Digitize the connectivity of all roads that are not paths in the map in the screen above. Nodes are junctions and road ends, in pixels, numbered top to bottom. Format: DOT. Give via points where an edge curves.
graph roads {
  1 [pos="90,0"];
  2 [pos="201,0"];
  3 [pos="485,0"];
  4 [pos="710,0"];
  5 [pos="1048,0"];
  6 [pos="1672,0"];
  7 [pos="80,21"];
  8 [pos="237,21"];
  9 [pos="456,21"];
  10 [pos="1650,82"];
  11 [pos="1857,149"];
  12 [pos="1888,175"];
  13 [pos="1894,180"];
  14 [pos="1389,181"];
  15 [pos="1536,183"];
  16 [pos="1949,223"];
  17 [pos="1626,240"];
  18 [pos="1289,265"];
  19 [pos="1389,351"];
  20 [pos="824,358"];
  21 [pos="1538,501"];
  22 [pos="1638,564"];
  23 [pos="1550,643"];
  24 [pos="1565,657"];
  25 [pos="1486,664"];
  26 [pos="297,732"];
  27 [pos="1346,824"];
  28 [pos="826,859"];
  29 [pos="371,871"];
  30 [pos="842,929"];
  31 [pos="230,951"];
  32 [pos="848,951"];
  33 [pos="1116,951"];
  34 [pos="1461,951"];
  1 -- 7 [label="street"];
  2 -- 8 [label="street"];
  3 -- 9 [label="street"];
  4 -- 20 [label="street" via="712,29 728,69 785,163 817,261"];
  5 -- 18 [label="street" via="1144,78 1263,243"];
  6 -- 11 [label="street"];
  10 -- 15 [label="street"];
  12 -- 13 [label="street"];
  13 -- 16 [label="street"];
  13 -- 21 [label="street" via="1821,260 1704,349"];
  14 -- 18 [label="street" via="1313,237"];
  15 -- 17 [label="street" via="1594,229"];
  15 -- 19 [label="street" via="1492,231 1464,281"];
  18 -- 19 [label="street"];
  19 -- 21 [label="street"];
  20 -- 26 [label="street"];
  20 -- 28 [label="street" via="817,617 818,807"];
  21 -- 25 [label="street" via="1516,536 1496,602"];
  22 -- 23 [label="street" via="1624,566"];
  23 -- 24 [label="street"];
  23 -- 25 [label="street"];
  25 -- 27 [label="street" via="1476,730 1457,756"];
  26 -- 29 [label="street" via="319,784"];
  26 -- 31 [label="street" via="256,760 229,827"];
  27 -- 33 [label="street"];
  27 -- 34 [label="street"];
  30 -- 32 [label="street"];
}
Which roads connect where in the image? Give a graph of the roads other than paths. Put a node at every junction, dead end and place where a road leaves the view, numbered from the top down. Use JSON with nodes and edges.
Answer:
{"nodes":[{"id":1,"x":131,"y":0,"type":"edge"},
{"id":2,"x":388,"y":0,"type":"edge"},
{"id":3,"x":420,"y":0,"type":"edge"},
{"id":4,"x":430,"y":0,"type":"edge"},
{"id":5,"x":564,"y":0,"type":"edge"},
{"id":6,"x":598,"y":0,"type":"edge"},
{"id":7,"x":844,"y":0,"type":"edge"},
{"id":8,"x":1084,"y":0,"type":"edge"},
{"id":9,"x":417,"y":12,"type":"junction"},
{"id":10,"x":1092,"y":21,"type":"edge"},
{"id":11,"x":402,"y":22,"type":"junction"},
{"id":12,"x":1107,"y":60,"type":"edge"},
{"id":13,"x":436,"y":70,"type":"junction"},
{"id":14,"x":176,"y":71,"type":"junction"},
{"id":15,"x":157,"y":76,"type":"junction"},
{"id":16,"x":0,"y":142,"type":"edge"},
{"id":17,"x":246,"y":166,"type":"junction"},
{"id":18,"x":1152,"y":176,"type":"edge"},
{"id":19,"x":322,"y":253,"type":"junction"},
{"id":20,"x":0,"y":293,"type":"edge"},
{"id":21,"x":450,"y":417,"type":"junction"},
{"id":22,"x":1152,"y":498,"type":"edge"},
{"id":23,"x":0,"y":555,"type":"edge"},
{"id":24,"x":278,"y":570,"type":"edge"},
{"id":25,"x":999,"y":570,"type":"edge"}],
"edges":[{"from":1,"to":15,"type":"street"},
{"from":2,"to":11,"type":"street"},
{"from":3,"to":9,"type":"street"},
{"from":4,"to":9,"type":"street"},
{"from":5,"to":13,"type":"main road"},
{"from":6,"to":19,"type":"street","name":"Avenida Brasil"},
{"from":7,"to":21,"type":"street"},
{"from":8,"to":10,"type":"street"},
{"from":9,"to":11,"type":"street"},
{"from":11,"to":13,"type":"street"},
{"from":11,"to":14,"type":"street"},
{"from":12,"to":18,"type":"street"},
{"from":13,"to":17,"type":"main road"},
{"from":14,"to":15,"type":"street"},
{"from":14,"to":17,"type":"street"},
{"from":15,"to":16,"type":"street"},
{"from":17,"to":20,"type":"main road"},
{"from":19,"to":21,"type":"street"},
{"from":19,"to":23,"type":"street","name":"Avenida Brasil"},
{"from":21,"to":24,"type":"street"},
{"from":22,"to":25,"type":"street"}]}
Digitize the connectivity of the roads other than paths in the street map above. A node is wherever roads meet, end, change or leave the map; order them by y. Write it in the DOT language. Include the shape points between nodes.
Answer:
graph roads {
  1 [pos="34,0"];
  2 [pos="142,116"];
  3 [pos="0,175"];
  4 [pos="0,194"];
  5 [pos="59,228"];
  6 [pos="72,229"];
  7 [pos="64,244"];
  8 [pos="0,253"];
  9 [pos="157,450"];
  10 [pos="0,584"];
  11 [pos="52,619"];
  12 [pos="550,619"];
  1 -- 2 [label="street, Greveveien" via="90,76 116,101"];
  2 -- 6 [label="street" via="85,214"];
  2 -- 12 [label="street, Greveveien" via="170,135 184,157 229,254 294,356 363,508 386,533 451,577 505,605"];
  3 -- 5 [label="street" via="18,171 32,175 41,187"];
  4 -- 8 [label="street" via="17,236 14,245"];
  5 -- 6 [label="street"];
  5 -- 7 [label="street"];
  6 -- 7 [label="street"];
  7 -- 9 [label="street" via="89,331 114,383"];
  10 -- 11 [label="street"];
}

PROBLEM TO SOLVE: From the first line to the last, return the data above exactly.

TASK RESPONSE:
Digitize the connectivity of all roads that are not paths in the map in the screen above. Nodes are junctions and road ends, in pixels, numbered top to bottom. Format: DOT. Give via points where an edge curves.
graph roads {
  1 [pos="90,0"];
  2 [pos="201,0"];
  3 [pos="485,0"];
  4 [pos="710,0"];
  5 [pos="1048,0"];
  6 [pos="1672,0"];
  7 [pos="80,21"];
  8 [pos="237,21"];
  9 [pos="456,21"];
  10 [pos="1650,82"];
  11 [pos="1857,149"];
  12 [pos="1888,175"];
  13 [pos="1894,180"];
  14 [pos="1389,181"];
  15 [pos="1536,183"];
  16 [pos="1949,223"];
  17 [pos="1626,240"];
  18 [pos="1289,265"];
  19 [pos="1389,351"];
  20 [pos="824,358"];
  21 [pos="1538,501"];
  22 [pos="1638,564"];
  23 [pos="1550,643"];
  24 [pos="1565,657"];
  25 [pos="1486,664"];
  26 [pos="297,732"];
  27 [pos="1346,824"];
  28 [pos="826,859"];
  29 [pos="371,871"];
  30 [pos="842,929"];
  31 [pos="230,951"];
  32 [pos="848,951"];
  33 [pos="1116,951"];
  34 [pos="1461,951"];
  1 -- 7 [label="street"];
  2 -- 8 [label="street"];
  3 -- 9 [label="street"];
  4 -- 20 [label="street" via="712,29 728,69 785,163 817,261"];
  5 -- 18 [label="street" via="1144,78 1263,243"];
  6 -- 11 [label="street"];
  10 -- 15 [label="street"];
  12 -- 13 [label="street"];
  13 -- 16 [label="street"];
  13 -- 21 [label="street" via="1821,260 1704,349"];
  14 -- 18 [label="street" via="1313,237"];
  15 -- 17 [label="street" via="1594,229"];
  15 -- 19 [label="street" via="1492,231 1464,281"];
  18 -- 19 [label="street"];
  19 -- 21 [label="street"];
  20 -- 26 [label="street"];
  20 -- 28 [label="street" via="817,617 818,807"];
  21 -- 25 [label="street" via="1516,536 1496,602"];
  22 -- 23 [label="street" via="1624,566"];
  23 -- 24 [label="street"];
  23 -- 25 [label="street"];
  25 -- 27 [label="street" via="1476,730 1457,756"];
  26 -- 29 [label="street" via="319,784"];
  26 -- 31 [label="street" via="256,760 229,827"];
  27 -- 33 [label="street"];
  27 -- 34 [label="street"];
  30 -- 32 [label="street"];
}
Which roads connect where in the image? Give a graph of the roads other than paths. Put a node at every junction, dead end and place where a road leaves the view, numbered from the top down. Use JSON with nodes and edges.
Answer:
{"nodes":[{"id":1,"x":131,"y":0,"type":"edge"},
{"id":2,"x":388,"y":0,"type":"edge"},
{"id":3,"x":420,"y":0,"type":"edge"},
{"id":4,"x":430,"y":0,"type":"edge"},
{"id":5,"x":564,"y":0,"type":"edge"},
{"id":6,"x":598,"y":0,"type":"edge"},
{"id":7,"x":844,"y":0,"type":"edge"},
{"id":8,"x":1084,"y":0,"type":"edge"},
{"id":9,"x":417,"y":12,"type":"junction"},
{"id":10,"x":1092,"y":21,"type":"edge"},
{"id":11,"x":402,"y":22,"type":"junction"},
{"id":12,"x":1107,"y":60,"type":"edge"},
{"id":13,"x":436,"y":70,"type":"junction"},
{"id":14,"x":176,"y":71,"type":"junction"},
{"id":15,"x":157,"y":76,"type":"junction"},
{"id":16,"x":0,"y":142,"type":"edge"},
{"id":17,"x":246,"y":166,"type":"junction"},
{"id":18,"x":1152,"y":176,"type":"edge"},
{"id":19,"x":322,"y":253,"type":"junction"},
{"id":20,"x":0,"y":293,"type":"edge"},
{"id":21,"x":450,"y":417,"type":"junction"},
{"id":22,"x":1152,"y":498,"type":"edge"},
{"id":23,"x":0,"y":555,"type":"edge"},
{"id":24,"x":278,"y":570,"type":"edge"},
{"id":25,"x":999,"y":570,"type":"edge"}],
"edges":[{"from":1,"to":15,"type":"street"},
{"from":2,"to":11,"type":"street"},
{"from":3,"to":9,"type":"street"},
{"from":4,"to":9,"type":"street"},
{"from":5,"to":13,"type":"main road"},
{"from":6,"to":19,"type":"street","name":"Avenida Brasil"},
{"from":7,"to":21,"type":"street"},
{"from":8,"to":10,"type":"street"},
{"from":9,"to":11,"type":"street"},
{"from":11,"to":13,"type":"street"},
{"from":11,"to":14,"type":"street"},
{"from":12,"to":18,"type":"street"},
{"from":13,"to":17,"type":"main road"},
{"from":14,"to":15,"type":"street"},
{"from":14,"to":17,"type":"street"},
{"from":15,"to":16,"type":"street"},
{"from":17,"to":20,"type":"main road"},
{"from":19,"to":21,"type":"street"},
{"from":19,"to":23,"type":"street","name":"Avenida Brasil"},
{"from":21,"to":24,"type":"street"},
{"from":22,"to":25,"type":"street"}]}
Digitize the connectivity of the roads other than paths in the street map above. A node is wherever roads meet, end, change or leave the map; order them by y. Write it in the DOT language. Include the shape points between nodes.
Answer:
graph roads {
  1 [pos="34,0"];
  2 [pos="142,116"];
  3 [pos="0,175"];
  4 [pos="0,194"];
  5 [pos="59,228"];
  6 [pos="72,229"];
  7 [pos="64,244"];
  8 [pos="0,253"];
  9 [pos="157,450"];
  10 [pos="0,584"];
  11 [pos="52,619"];
  12 [pos="550,619"];
  1 -- 2 [label="street, Greveveien" via="90,76 116,101"];
  2 -- 6 [label="street" via="85,214"];
  2 -- 12 [label="street, Greveveien" via="170,135 184,157 229,254 294,356 363,508 386,533 451,577 505,605"];
  3 -- 5 [label="street" via="18,171 32,175 41,187"];
  4 -- 8 [label="street" via="17,236 14,245"];
  5 -- 6 [label="street"];
  5 -- 7 [label="street"];
  6 -- 7 [label="street"];
  7 -- 9 [label="street" via="89,331 114,383"];
  10 -- 11 [label="street"];
}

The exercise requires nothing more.